:: TO DO ::
If a line of the records holds the word "Ogaxiy", copy it out.
[AVAILABLE DATA — start]
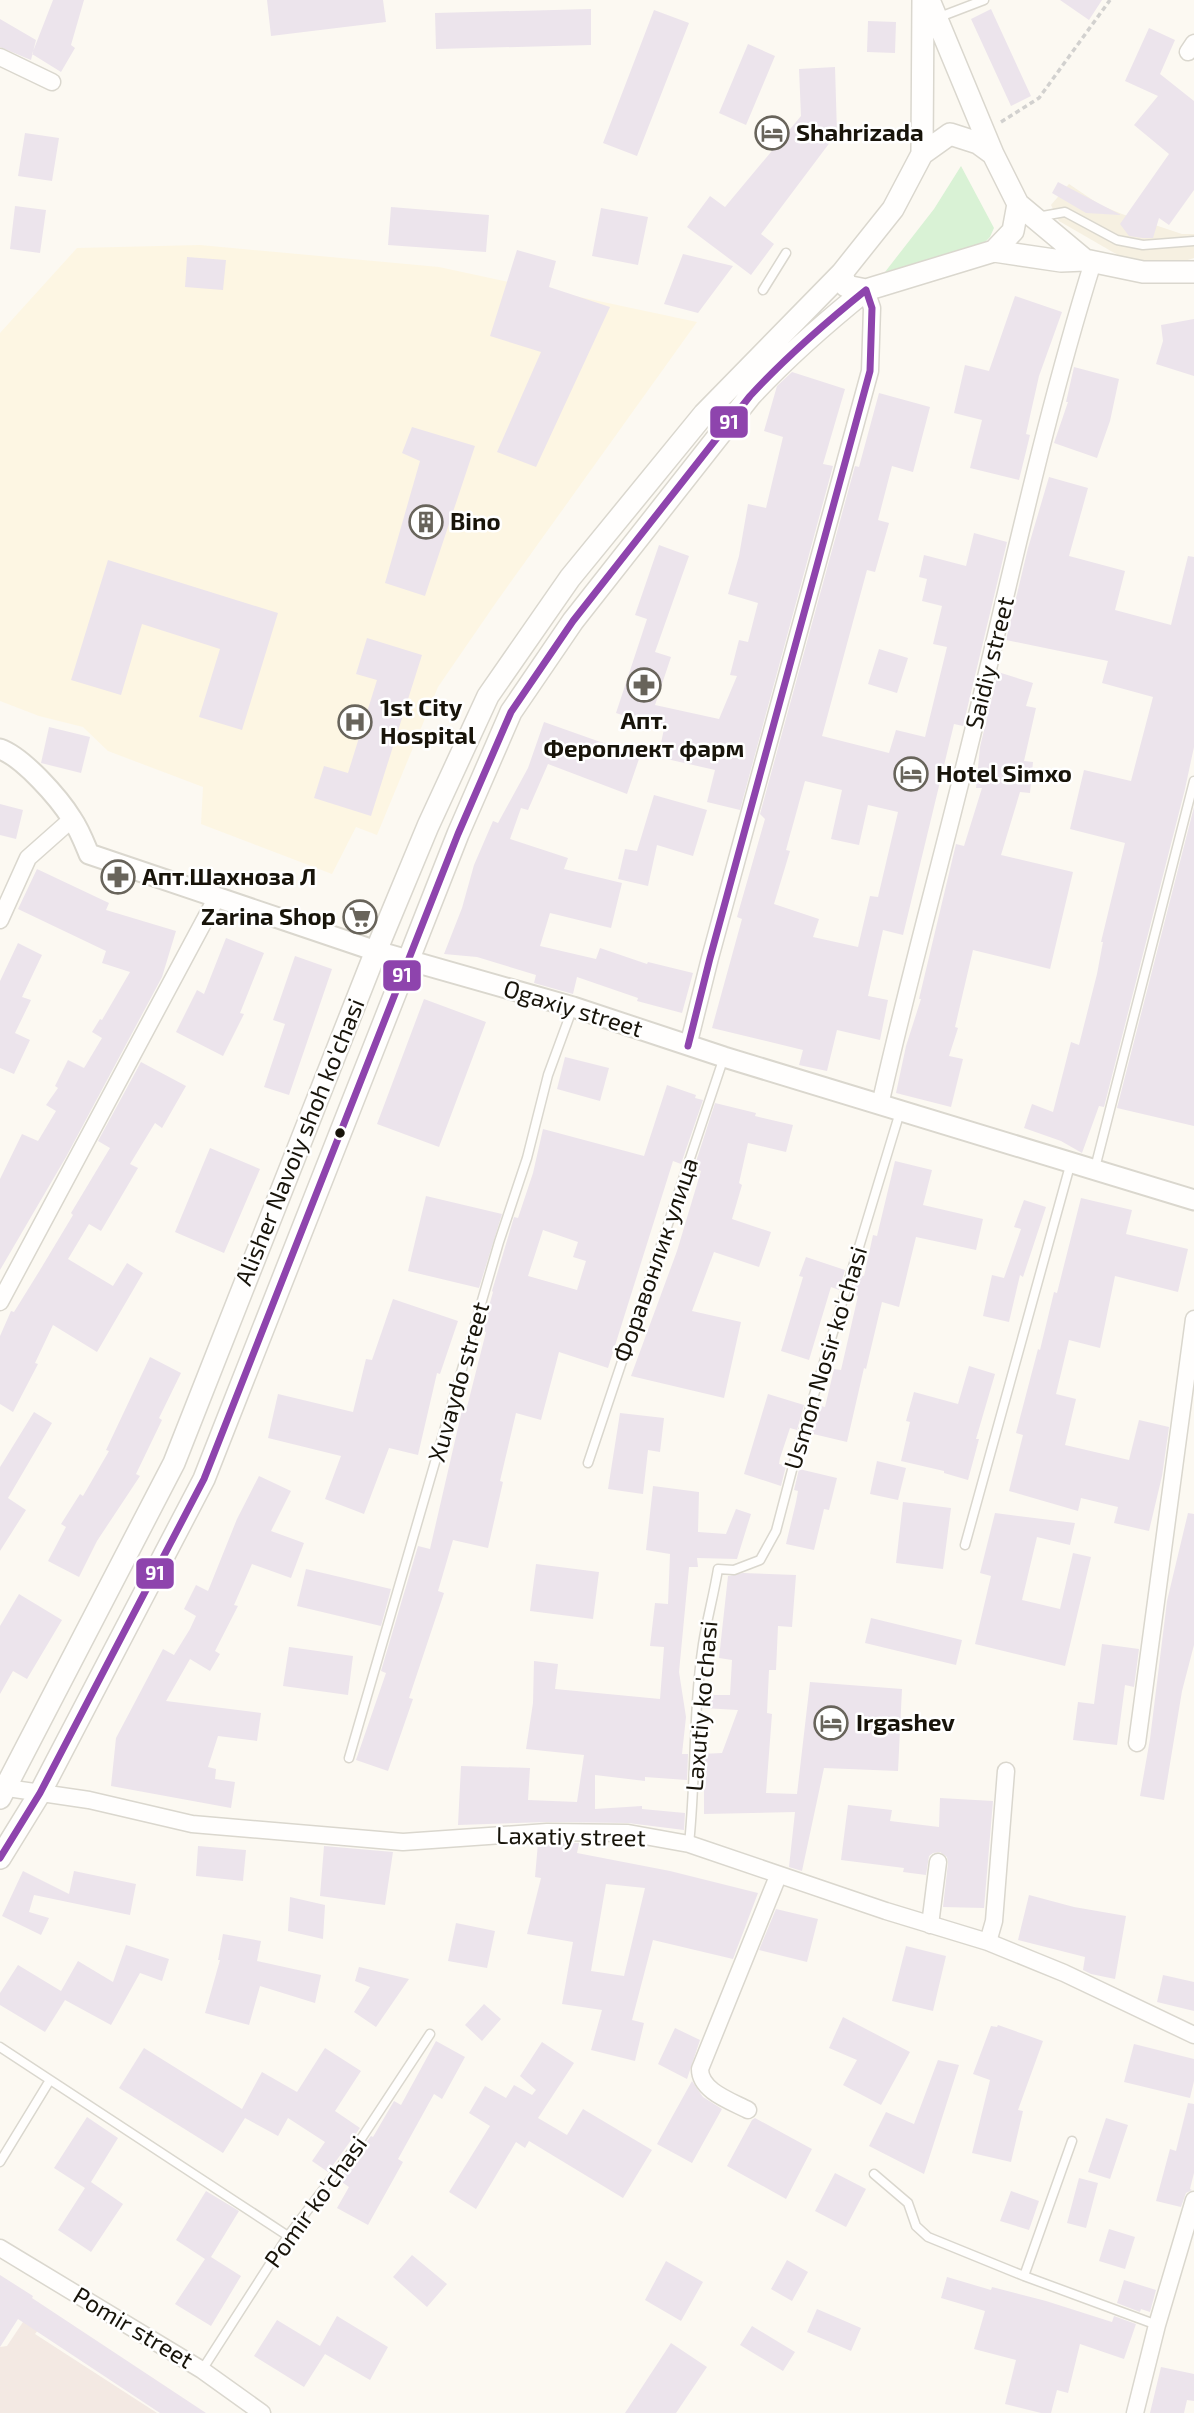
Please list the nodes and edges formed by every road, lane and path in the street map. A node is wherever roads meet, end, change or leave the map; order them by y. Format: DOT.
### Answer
graph roads {
  1 [pos="923,0"];
  2 [pos="984,0"];
  3 [pos="1110,0"];
  4 [pos="933,9"];
  5 [pos="0,57"];
  6 [pos="52,82"];
  7 [pos="984,131"];
  8 [pos="922,154"];
  9 [pos="993,154"];
  10 [pos="1018,204"];
  11 [pos="1036,218"];
  12 [pos="1194,241"];
  13 [pos="994,251"];
  14 [pos="786,253"];
  15 [pos="1089,261"];
  16 [pos="1194,272"];
  17 [pos="842,273"];
  18 [pos="763,290"];
  19 [pos="866,290"];
  20 [pos="0,749"];
  21 [pos="1194,781"];
  22 [pos="72,819"];
  23 [pos="217,897"];
  24 [pos="0,920"];
  25 [pos="376,951"];
  26 [pos="409,961"];
  27 [pos="573,1007"];
  28 [pos="688,1046"];
  29 [pos="724,1057"];
  30 [pos="880,1105"];
  31 [pos="900,1111"];
  32 [pos="1071,1162"];
  33 [pos="1095,1168"];
  34 [pos="1194,1200"];
  35 [pos="0,1303"];
  36 [pos="1194,1319"];
  37 [pos="588,1463"];
  38 [pos="965,1545"];
  39 [pos="718,1569"];
  40 [pos="1137,1743"];
  41 [pos="349,1758"];
  42 [pos="1006,1772"];
  43 [pos="2,1791"];
  44 [pos="40,1793"];
  45 [pos="689,1844"];
  46 [pos="0,1858"];
  47 [pos="938,1862"];
  48 [pos="778,1876"];
  49 [pos="930,1924"];
  50 [pos="988,1942"];
  51 [pos="430,2034"];
  52 [pos="1194,2035"];
  53 [pos="0,2046"];
  54 [pos="50,2080"];
  55 [pos="748,2110"];
  56 [pos="1072,2141"];
  57 [pos="0,2162"];
  58 [pos="874,2174"];
  59 [pos="1194,2200"];
  60 [pos="288,2236"];
  61 [pos="0,2248"];
  62 [pos="1024,2276"];
  63 [pos="1157,2325"];
  64 [pos="202,2370"];
  65 [pos="262,2413"];
  66 [pos="1135,2413"];
  1 -- 8 [label="main road"];
  2 -- 4 [label="lane"];
  3 -- 7 [label="path"];
  4 -- 7 [label="main road"];
  5 -- 6 [label="street"];
  7 -- 9 [label="main road"];
  8 -- 9 [label="main road"];
  8 -- 17 [label="main road, Alisher Navoiy shoh ko'chasi"];
  9 -- 10 [label="main road"];
  10 -- 11 [label="main road"];
  10 -- 13 [label="main road"];
  11 -- 12 [label="lane"];
  11 -- 15 [label="main road"];
  13 -- 15 [label="main road"];
  13 -- 19 [label="main road"];
  14 -- 18 [label="lane"];
  15 -- 16 [label="main road"];
  15 -- 30 [label="street, Saidiy street"];
  17 -- 19 [label="main road"];
  17 -- 25 [label="main road, Alisher Navoiy shoh ko'chasi"];
  19 -- 26 [label="main road, Alisher Navoiy shoh ko'chasi"];
  19 -- 28 [label="street"];
  20 -- 22 [label="street, Ogaxiy street"];
  21 -- 33 [label="lane"];
  22 -- 23 [label="street, Ogaxiy street"];
  22 -- 24 [label="street"];
  23 -- 25 [label="street, Ogaxiy street"];
  23 -- 35 [label="street"];
  25 -- 26 [label="street, Ogaxiy street"];
  25 -- 43 [label="main road, Alisher Navoiy shoh ko'chasi"];
  26 -- 27 [label="street, Ogaxiy street"];
  26 -- 44 [label="main road, Alisher Navoiy shoh ko'chasi"];
  27 -- 28 [label="street, Ogaxiy street"];
  27 -- 41 [label="lane, Xuvaydo street"];
  28 -- 29 [label="street, Ogaxiy street"];
  29 -- 30 [label="street, Ogaxiy street"];
  29 -- 37 [label="lane, Форавонлик улица"];
  30 -- 31 [label="street, Ogaxiy street"];
  31 -- 32 [label="street, Ogaxiy street"];
  31 -- 39 [label="lane, Usmon Nosir ko'chasi"];
  32 -- 33 [label="street, Ogaxiy street"];
  32 -- 38 [label="lane"];
  33 -- 34 [label="street, Ogaxiy street"];
  36 -- 40 [label="street"];
  39 -- 45 [label="lane, Laxutiy ko'chasi"];
  42 -- 50 [label="street"];
  43 -- 44 [label="street, Laxatiy street"];
  44 -- 45 [label="street, Laxatiy street"];
  44 -- 46 [label="main road, Alisher Navoiy shoh ko'chasi"];
  45 -- 48 [label="street, Laxatiy street"];
  47 -- 49 [label="street"];
  48 -- 49 [label="street, Laxatiy street"];
  48 -- 55 [label="street"];
  49 -- 50 [label="street, Laxatiy street"];
  50 -- 52 [label="street, Laxatiy street"];
  51 -- 60 [label="lane, Pomir ko'chasi"];
  53 -- 54 [label="lane"];
  54 -- 57 [label="lane"];
  54 -- 60 [label="lane"];
  56 -- 62 [label="lane"];
  58 -- 62 [label="lane"];
  59 -- 63 [label="street"];
  60 -- 64 [label="lane, Pomir ko'chasi"];
  61 -- 64 [label="street, Pomir street"];
  62 -- 63 [label="lane"];
  63 -- 66 [label="street"];
  64 -- 65 [label="street, Pomir street"];
}
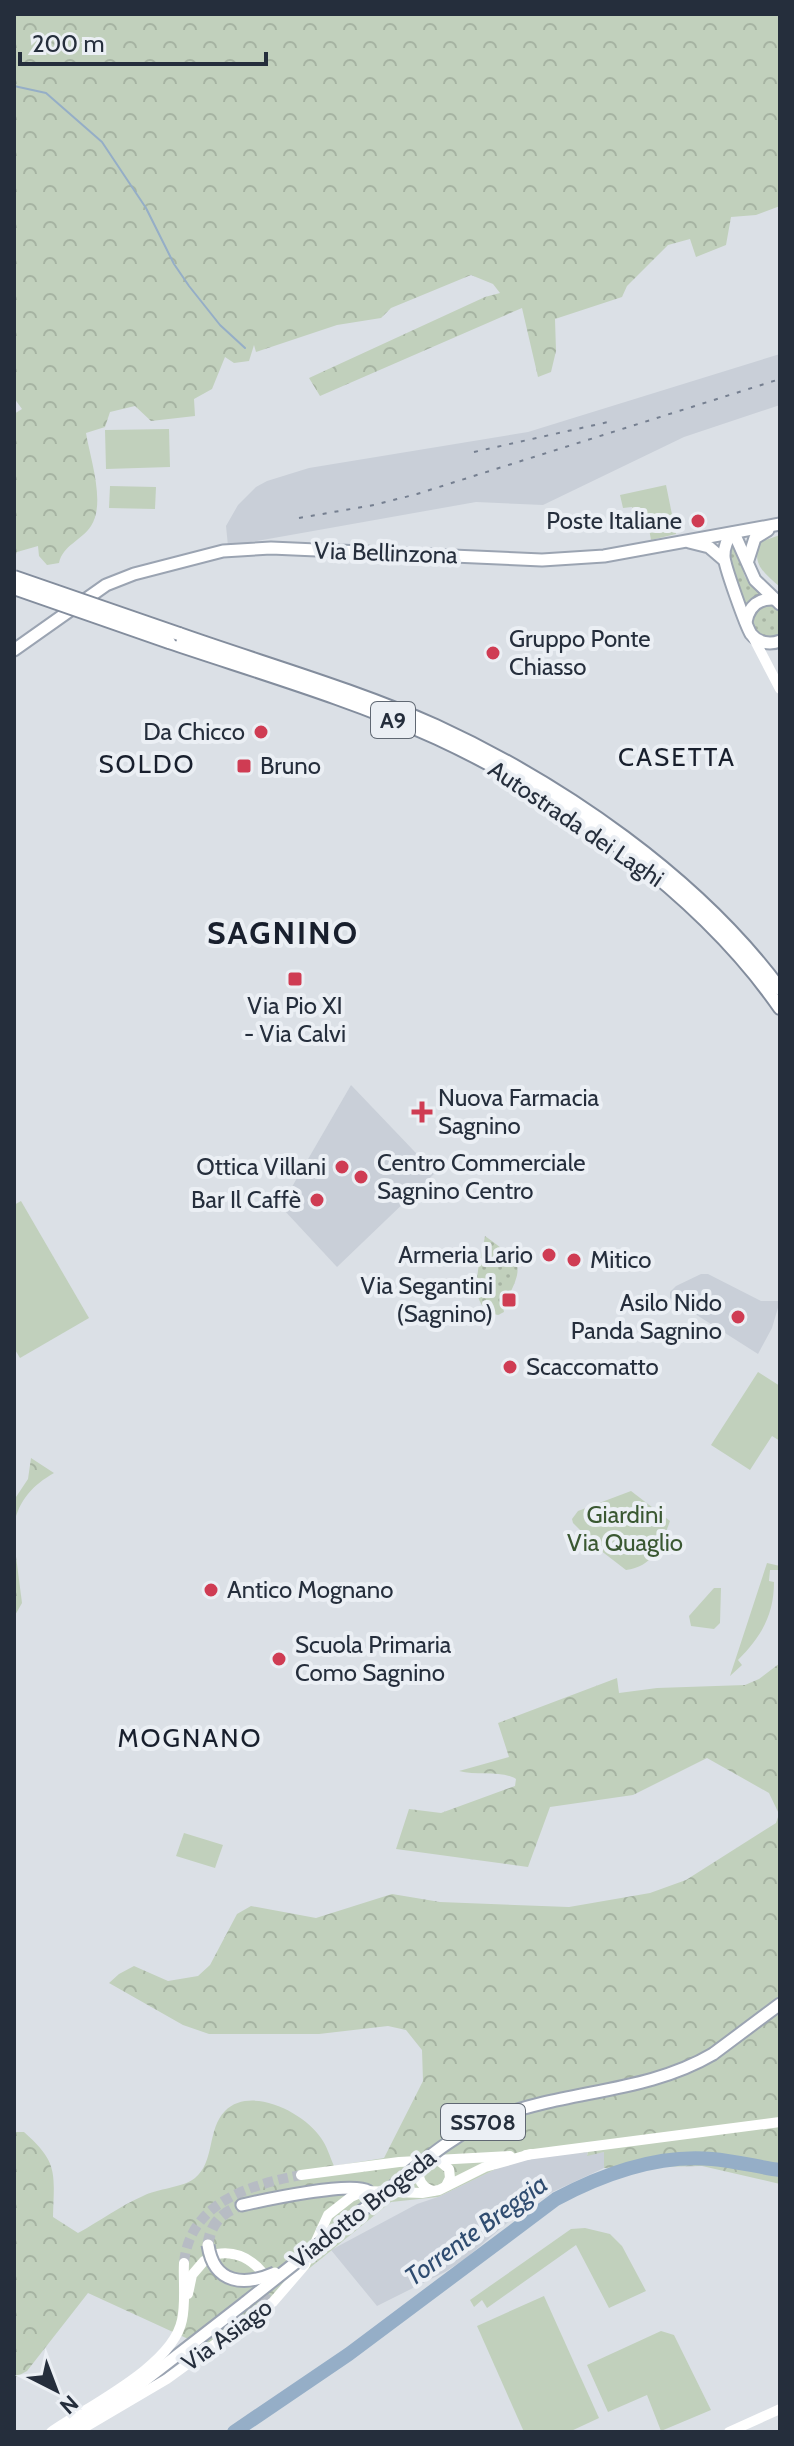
[AVAILABLE DATA — finish]
:: RESULT OF THE EXERCISE ::
  20 -- 22 [label="street, Ogaxiy street"];
  22 -- 23 [label="street, Ogaxiy street"];
  23 -- 25 [label="street, Ogaxiy street"];
  25 -- 26 [label="street, Ogaxiy street"];
  26 -- 27 [label="street, Ogaxiy street"];
  27 -- 28 [label="street, Ogaxiy street"];
  28 -- 29 [label="street, Ogaxiy street"];
  29 -- 30 [label="street, Ogaxiy street"];
  30 -- 31 [label="street, Ogaxiy street"];
  31 -- 32 [label="street, Ogaxiy street"];
  32 -- 33 [label="street, Ogaxiy street"];
  33 -- 34 [label="street, Ogaxiy street"];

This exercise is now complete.